**Exercise goal**: Quote the entries that follow exactly, leaving none out.

**Provided data**:
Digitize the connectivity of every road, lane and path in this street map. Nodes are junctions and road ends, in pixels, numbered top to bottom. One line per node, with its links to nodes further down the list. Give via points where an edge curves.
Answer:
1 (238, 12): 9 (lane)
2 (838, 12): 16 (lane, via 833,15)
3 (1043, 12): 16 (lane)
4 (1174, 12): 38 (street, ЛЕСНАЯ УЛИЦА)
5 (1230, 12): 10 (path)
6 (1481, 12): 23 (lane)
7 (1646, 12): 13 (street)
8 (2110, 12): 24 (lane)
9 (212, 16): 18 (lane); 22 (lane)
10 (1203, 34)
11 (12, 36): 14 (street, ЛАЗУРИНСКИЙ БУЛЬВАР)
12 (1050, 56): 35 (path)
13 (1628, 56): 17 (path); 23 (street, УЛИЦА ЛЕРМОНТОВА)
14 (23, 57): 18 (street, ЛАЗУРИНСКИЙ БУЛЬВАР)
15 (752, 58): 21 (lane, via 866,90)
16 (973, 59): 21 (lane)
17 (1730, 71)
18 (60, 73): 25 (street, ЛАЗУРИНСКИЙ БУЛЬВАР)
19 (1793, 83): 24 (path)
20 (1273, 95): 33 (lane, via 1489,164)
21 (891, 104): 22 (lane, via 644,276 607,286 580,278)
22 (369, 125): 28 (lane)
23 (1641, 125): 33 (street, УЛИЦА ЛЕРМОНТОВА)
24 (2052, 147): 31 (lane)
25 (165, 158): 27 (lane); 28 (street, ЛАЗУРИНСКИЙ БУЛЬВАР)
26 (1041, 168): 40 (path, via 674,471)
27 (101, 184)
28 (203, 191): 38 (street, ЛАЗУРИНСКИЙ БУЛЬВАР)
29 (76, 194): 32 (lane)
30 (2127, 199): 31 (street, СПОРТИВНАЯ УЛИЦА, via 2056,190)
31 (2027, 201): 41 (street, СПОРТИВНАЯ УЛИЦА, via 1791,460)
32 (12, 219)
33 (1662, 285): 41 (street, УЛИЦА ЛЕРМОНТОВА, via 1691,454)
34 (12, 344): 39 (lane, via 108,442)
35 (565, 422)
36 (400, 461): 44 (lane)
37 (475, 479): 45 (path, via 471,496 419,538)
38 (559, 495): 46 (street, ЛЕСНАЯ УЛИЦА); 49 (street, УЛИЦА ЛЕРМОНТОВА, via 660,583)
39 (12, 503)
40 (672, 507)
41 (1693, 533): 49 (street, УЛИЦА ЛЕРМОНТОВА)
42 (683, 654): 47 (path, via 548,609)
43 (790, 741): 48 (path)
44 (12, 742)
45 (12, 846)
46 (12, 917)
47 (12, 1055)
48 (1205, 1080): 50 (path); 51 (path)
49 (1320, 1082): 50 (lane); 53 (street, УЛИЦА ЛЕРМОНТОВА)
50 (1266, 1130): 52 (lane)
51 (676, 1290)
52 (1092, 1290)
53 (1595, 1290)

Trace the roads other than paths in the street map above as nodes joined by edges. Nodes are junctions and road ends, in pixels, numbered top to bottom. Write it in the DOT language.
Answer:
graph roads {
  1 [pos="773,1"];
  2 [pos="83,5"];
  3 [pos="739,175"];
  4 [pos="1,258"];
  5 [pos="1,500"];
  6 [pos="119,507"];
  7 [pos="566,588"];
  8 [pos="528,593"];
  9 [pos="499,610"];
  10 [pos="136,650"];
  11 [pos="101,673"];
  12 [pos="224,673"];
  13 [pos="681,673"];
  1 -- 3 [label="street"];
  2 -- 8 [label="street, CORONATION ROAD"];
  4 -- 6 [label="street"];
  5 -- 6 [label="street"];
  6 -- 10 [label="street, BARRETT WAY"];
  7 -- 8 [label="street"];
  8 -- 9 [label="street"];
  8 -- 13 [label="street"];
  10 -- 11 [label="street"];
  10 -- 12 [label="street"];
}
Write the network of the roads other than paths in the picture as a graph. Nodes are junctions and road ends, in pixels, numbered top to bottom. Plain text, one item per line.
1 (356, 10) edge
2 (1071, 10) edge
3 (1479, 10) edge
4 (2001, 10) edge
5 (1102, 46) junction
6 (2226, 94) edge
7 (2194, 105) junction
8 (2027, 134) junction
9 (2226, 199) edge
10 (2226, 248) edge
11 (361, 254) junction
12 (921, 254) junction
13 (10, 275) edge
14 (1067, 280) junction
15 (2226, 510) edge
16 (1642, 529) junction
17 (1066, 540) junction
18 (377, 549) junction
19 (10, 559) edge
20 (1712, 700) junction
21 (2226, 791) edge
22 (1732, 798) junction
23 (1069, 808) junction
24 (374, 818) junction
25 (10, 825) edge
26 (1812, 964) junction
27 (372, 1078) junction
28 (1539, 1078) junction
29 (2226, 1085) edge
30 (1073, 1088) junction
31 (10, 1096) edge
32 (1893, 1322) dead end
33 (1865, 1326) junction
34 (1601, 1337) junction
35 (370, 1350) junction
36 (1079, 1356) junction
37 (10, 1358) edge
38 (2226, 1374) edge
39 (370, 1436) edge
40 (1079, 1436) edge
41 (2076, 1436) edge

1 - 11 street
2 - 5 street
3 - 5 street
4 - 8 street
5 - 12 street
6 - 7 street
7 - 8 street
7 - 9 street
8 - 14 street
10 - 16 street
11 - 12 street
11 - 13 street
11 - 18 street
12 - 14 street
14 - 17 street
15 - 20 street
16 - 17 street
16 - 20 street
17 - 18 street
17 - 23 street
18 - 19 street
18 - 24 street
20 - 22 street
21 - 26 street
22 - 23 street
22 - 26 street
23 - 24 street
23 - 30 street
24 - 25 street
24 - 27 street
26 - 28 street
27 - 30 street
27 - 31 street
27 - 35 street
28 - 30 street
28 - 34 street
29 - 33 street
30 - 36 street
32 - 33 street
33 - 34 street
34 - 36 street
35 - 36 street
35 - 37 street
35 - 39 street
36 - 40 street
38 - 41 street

**Output**:
Digitize the connectivity of every road, lane and path in this street map. Nodes are junctions and road ends, in pixels, numbered top to bottom. One line per node, with its links to nodes further down the list. Give via points where an edge curves.
Answer:
1 (238, 12): 9 (lane)
2 (838, 12): 16 (lane, via 833,15)
3 (1043, 12): 16 (lane)
4 (1174, 12): 38 (street, ЛЕСНАЯ УЛИЦА)
5 (1230, 12): 10 (path)
6 (1481, 12): 23 (lane)
7 (1646, 12): 13 (street)
8 (2110, 12): 24 (lane)
9 (212, 16): 18 (lane); 22 (lane)
10 (1203, 34)
11 (12, 36): 14 (street, ЛАЗУРИНСКИЙ БУЛЬВАР)
12 (1050, 56): 35 (path)
13 (1628, 56): 17 (path); 23 (street, УЛИЦА ЛЕРМОНТОВА)
14 (23, 57): 18 (street, ЛАЗУРИНСКИЙ БУЛЬВАР)
15 (752, 58): 21 (lane, via 866,90)
16 (973, 59): 21 (lane)
17 (1730, 71)
18 (60, 73): 25 (street, ЛАЗУРИНСКИЙ БУЛЬВАР)
19 (1793, 83): 24 (path)
20 (1273, 95): 33 (lane, via 1489,164)
21 (891, 104): 22 (lane, via 644,276 607,286 580,278)
22 (369, 125): 28 (lane)
23 (1641, 125): 33 (street, УЛИЦА ЛЕРМОНТОВА)
24 (2052, 147): 31 (lane)
25 (165, 158): 27 (lane); 28 (street, ЛАЗУРИНСКИЙ БУЛЬВАР)
26 (1041, 168): 40 (path, via 674,471)
27 (101, 184)
28 (203, 191): 38 (street, ЛАЗУРИНСКИЙ БУЛЬВАР)
29 (76, 194): 32 (lane)
30 (2127, 199): 31 (street, СПОРТИВНАЯ УЛИЦА, via 2056,190)
31 (2027, 201): 41 (street, СПОРТИВНАЯ УЛИЦА, via 1791,460)
32 (12, 219)
33 (1662, 285): 41 (street, УЛИЦА ЛЕРМОНТОВА, via 1691,454)
34 (12, 344): 39 (lane, via 108,442)
35 (565, 422)
36 (400, 461): 44 (lane)
37 (475, 479): 45 (path, via 471,496 419,538)
38 (559, 495): 46 (street, ЛЕСНАЯ УЛИЦА); 49 (street, УЛИЦА ЛЕРМОНТОВА, via 660,583)
39 (12, 503)
40 (672, 507)
41 (1693, 533): 49 (street, УЛИЦА ЛЕРМОНТОВА)
42 (683, 654): 47 (path, via 548,609)
43 (790, 741): 48 (path)
44 (12, 742)
45 (12, 846)
46 (12, 917)
47 (12, 1055)
48 (1205, 1080): 50 (path); 51 (path)
49 (1320, 1082): 50 (lane); 53 (street, УЛИЦА ЛЕРМОНТОВА)
50 (1266, 1130): 52 (lane)
51 (676, 1290)
52 (1092, 1290)
53 (1595, 1290)

Trace the roads other than paths in the street map above as nodes joined by edges. Nodes are junctions and road ends, in pixels, numbered top to bottom. Write it in the DOT language.
Answer:
graph roads {
  1 [pos="773,1"];
  2 [pos="83,5"];
  3 [pos="739,175"];
  4 [pos="1,258"];
  5 [pos="1,500"];
  6 [pos="119,507"];
  7 [pos="566,588"];
  8 [pos="528,593"];
  9 [pos="499,610"];
  10 [pos="136,650"];
  11 [pos="101,673"];
  12 [pos="224,673"];
  13 [pos="681,673"];
  1 -- 3 [label="street"];
  2 -- 8 [label="street, CORONATION ROAD"];
  4 -- 6 [label="street"];
  5 -- 6 [label="street"];
  6 -- 10 [label="street, BARRETT WAY"];
  7 -- 8 [label="street"];
  8 -- 9 [label="street"];
  8 -- 13 [label="street"];
  10 -- 11 [label="street"];
  10 -- 12 [label="street"];
}
Write the network of the roads other than paths in the picture as a graph. Nodes are junctions and road ends, in pixels, numbered top to bottom. Plain text, one item per line.
1 (356, 10) edge
2 (1071, 10) edge
3 (1479, 10) edge
4 (2001, 10) edge
5 (1102, 46) junction
6 (2226, 94) edge
7 (2194, 105) junction
8 (2027, 134) junction
9 (2226, 199) edge
10 (2226, 248) edge
11 (361, 254) junction
12 (921, 254) junction
13 (10, 275) edge
14 (1067, 280) junction
15 (2226, 510) edge
16 (1642, 529) junction
17 (1066, 540) junction
18 (377, 549) junction
19 (10, 559) edge
20 (1712, 700) junction
21 (2226, 791) edge
22 (1732, 798) junction
23 (1069, 808) junction
24 (374, 818) junction
25 (10, 825) edge
26 (1812, 964) junction
27 (372, 1078) junction
28 (1539, 1078) junction
29 (2226, 1085) edge
30 (1073, 1088) junction
31 (10, 1096) edge
32 (1893, 1322) dead end
33 (1865, 1326) junction
34 (1601, 1337) junction
35 (370, 1350) junction
36 (1079, 1356) junction
37 (10, 1358) edge
38 (2226, 1374) edge
39 (370, 1436) edge
40 (1079, 1436) edge
41 (2076, 1436) edge

1 - 11 street
2 - 5 street
3 - 5 street
4 - 8 street
5 - 12 street
6 - 7 street
7 - 8 street
7 - 9 street
8 - 14 street
10 - 16 street
11 - 12 street
11 - 13 street
11 - 18 street
12 - 14 street
14 - 17 street
15 - 20 street
16 - 17 street
16 - 20 street
17 - 18 street
17 - 23 street
18 - 19 street
18 - 24 street
20 - 22 street
21 - 26 street
22 - 23 street
22 - 26 street
23 - 24 street
23 - 30 street
24 - 25 street
24 - 27 street
26 - 28 street
27 - 30 street
27 - 31 street
27 - 35 street
28 - 30 street
28 - 34 street
29 - 33 street
30 - 36 street
32 - 33 street
33 - 34 street
34 - 36 street
35 - 36 street
35 - 37 street
35 - 39 street
36 - 40 street
38 - 41 street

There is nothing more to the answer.